UPDATE: Irene Gallo appears to have stopped Twitter-stalking me. Thank you for the love and support you have all provided during this difficult time. I feel like I can breathe again.


So brave

I want to see the beautiful Godfrey Elfwick on the cover of Vanity Fair. His courage shames us. And there is NO PLACE in society for the cisracist.

And can you believe this ignorant attack on the NAACP officer and transblack woman, Rachel Dolezal?

angelica ‏@lady_angelica
@voxday Caitlyn never falsely portrayed and lied about her transgender identity though. She didn’t make up black fathers and sons and shit.

I denounce her cisracism!

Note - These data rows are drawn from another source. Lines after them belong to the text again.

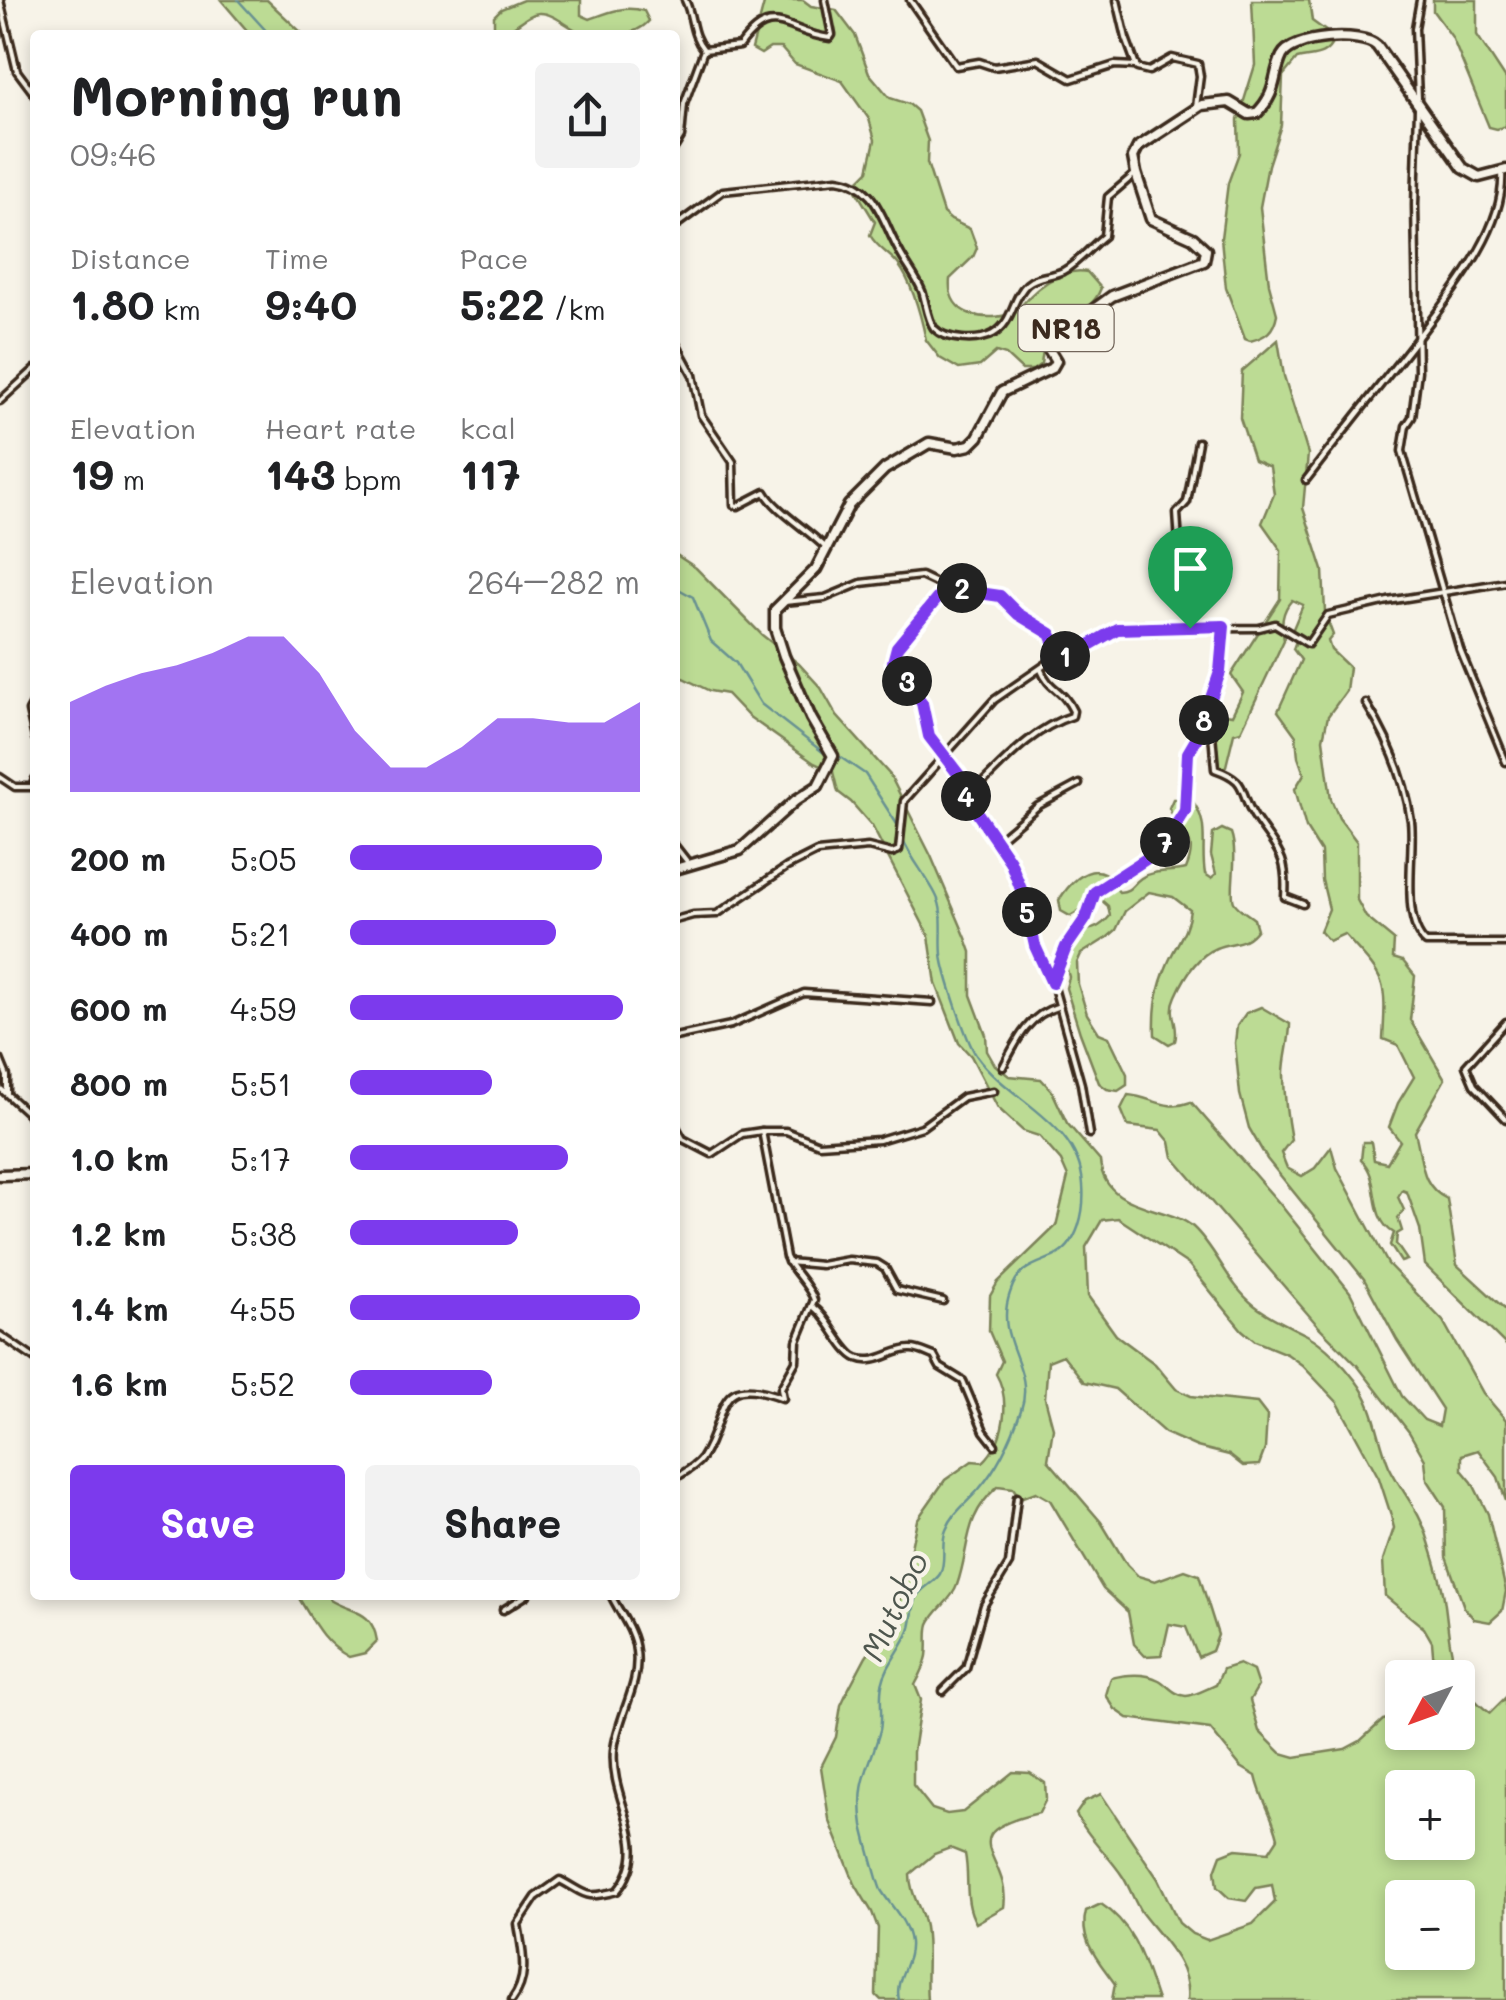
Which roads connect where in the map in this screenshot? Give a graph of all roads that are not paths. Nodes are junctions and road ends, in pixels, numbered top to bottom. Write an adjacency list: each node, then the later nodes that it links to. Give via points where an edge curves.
1 (0, 0): 9 (street, via 17,71)
2 (685, 0): 7 (street)
3 (825, 0): 7 (street, via 830,38 770,22 753,28 740,46)
4 (910, 0): 8 (street, via 956,66 1038,60 1075,78 1115,65)
5 (1117, 0): 8 (street)
6 (1420, 0): 10 (street)
7 (704, 50): 12 (street, via 684,104)
8 (1136, 66): 11 (street, via 1143,72 1172,58 1195,62)
9 (30, 88)
10 (1418, 105): 11 (main road, via 1377,46 1358,36 1290,48 1254,114 1229,102); 14 (main road, via 1468,173); 16 (street)
11 (1196, 107): 13 (main road, via 1138,148)
12 (680, 139)
13 (1136, 173): 15 (street, via 1108,197 1104,236 1062,272 1033,280 1018,294 1010,319 975,339 935,329 888,226 853,181 724,191); 22 (main road, NR18, via 1150,219 1198,241 1206,250 1204,261 1112,296 1052,339 1052,368 1002,392 970,444 929,443 885,468 849,506)
14 (1504, 176): 16 (street, via 1492,227 1459,286)
15 (680, 222)
16 (1417, 338): 21 (street); 25 (street, via 1412,417 1402,451)
17 (680, 352): 22 (street, via 704,423 733,462 734,505 764,492)
18 (30, 373): 19 (street)
19 (0, 400)
20 (1198, 442): 28 (street, via 1187,502 1177,513 1173,558)
21 (1306, 480)
22 (828, 550): 26 (main road, NR18)
23 (1506, 582): 25 (street)
24 (946, 588): 26 (street, via 922,576 861,582 825,598); 29 (street, via 1000,596 1051,634); 33 (street, via 893,656)
25 (1445, 593): 27 (street, via 1328,615 1308,644 1275,624); 34 (street, via 1460,650)
26 (779, 603): 41 (main road, via 774,616 784,656 833,756 818,786 740,850)
27 (1224, 626): 28 (street); 32 (street)
28 (1190, 628): 29 (street, via 1117,629)
29 (1061, 657): 30 (street)
30 (1041, 670): 33 (street, via 994,700); 38 (street, via 1069,702 1072,716 1052,722)
31 (1366, 704): 45 (street, via 1401,773 1412,824 1411,898 1420,939)
32 (1209, 705): 43 (street, via 1216,769 1240,784 1279,850 1285,897); 46 (street, via 1188,753 1183,814 1160,850 1095,892)
33 (944, 757): 38 (street); 44 (street, via 902,805 900,850 817,852 717,914)
34 (1506, 762)
35 (0, 778): 37 (street)
36 (1079, 784): 39 (street, via 1049,798)
37 (30, 788)
38 (967, 798): 39 (street)
39 (998, 840): 46 (street)
40 (680, 852): 41 (street)
41 (690, 864): 42 (main road)
42 (680, 867)
43 (1303, 904)
44 (680, 919)
45 (1506, 943)
46 (1052, 983): 48 (street)
47 (932, 1002): 50 (street, via 804,993 731,1025)
48 (1057, 1007): 52 (street, via 1024,1030); 60 (street)
49 (1506, 1022): 57 (street, via 1466,1066)
50 (680, 1036)
51 (0, 1059): 55 (street)
52 (1003, 1068)
53 (0, 1088): 55 (street)
54 (994, 1091): 58 (street, via 963,1098 922,1128 879,1140 819,1144 786,1131)
55 (7, 1093): 56 (street)
56 (30, 1115)
57 (1506, 1120)
58 (762, 1131): 59 (street, via 742,1134 712,1154); 63 (street)
59 (680, 1132)
60 (1089, 1134)
61 (30, 1174): 62 (main road)
62 (0, 1176)
63 (788, 1262): 64 (street, via 877,1264 897,1290); 65 (street, via 814,1294)
64 (943, 1301)
65 (812, 1306): 68 (street, via 859,1359 912,1349 934,1356 963,1381); 69 (street, via 783,1398 743,1388 729,1396 701,1459)
66 (0, 1335): 67 (street)
67 (30, 1355)
68 (995, 1445)
69 (680, 1474)
70 (1017, 1497): 74 (street, via 1010,1564 984,1605 966,1668)
71 (519, 1600): 73 (street)
72 (614, 1600): 75 (street, via 636,1651 614,1750 634,1863 616,1890 600,1896 582,1895 560,1880 536,1898 518,1924 524,1972)
73 (503, 1610)
74 (943, 1691)
75 (512, 2000)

Who is she to question Rachel’s truth? If Rachel felt her father was black, then he was. So ignorant! Race is just a social construct.



The courage of the SJW

I somehow get the impression I’m being Othered. Or something:

Lindy West ‏@thelindywest
Saying “I don’t care about race, I just care about funny” & then casting almost exclusively white ppl means you think white ppl are funnier.

Lindy West ‏@thelindywest
This is very, very simple logic and should not be controversial.

Lindy West ‏@thelindywest
If you think we live in a meritocracy, then, by extension, you think white men are just naturally better at nearly everything.

Vox Day ‏@voxday
@thelindywest Well, they did invent a little thing called “Western Civilization”. And science. And computers too. Among other things.

Vox Day ‏@voxday
@thelindywest Your logic is neither “very, very simple” nor “controversial”. It’s simply wrong.

Lindy West ‏@thelindywest
ew, don’t talk to me @voxday

Rowan Kaiser ‏@RowanKaiser
@thelindywest oh god I’m so sorry this happened to you

papadopoulos ‏@pdlmma
@thelindywest I’m sorry you had this interaction and will contribute to a fund for exfoliating scrubs

What amuses me is that Lindy West once asked what made women easy targets. The two-part answer to her question lies in her own actions. One, women often say really stupid and ignorant things in public. So do men, of course, but second and more importantly, women who do so are often genuinely surprised, and not infrequently, more than a little upset, whenever anyone points out that they just said something really stupid and ignorant in public. That is practically the definition of a soft and easy target.

It’s not that hard to avoid being an easy target. First, say something intelligent that is actually defensible. Second, be prepared to defend what you said.

Of course, you can also run away, cry for sympathy, and retreat to a safe space where no one will ever criticize anything you say. That’s an option too. A safe space where the only enemy that will confront you is orange-and-yellow Oreos. SPOILER ALERT: the Oreos lose.


The first to die

But it is very unlikely that Keith Broomfield will be the last American to die fighting the neo-caliphate of the Islamic State:

Hundreds of people turned up in the Kurdish town of Kobani to bid farewell to Keith Broomfield before his body was handed over to family at the Mursitpinar gate, said Idriss Naasan.

Broomfield, from Massachusetts, died on June 3 in battle in a Syrian village near Kobani, making him likely the first U.S. citizen to die fighting alongside Kurds against the Islamic State group.

He had joined the People’s Protection Units known as the YPG on Feb. 24 under the nom de guerre Gelhat Rumet. The YPG are the main Kurdish guerrilla battling the Islamic State group in Syria.

It wasn’t even two years ago when the usual anklebiters were scoffing at the idea of a revived caliphate. And yet, an American has already died fighting it.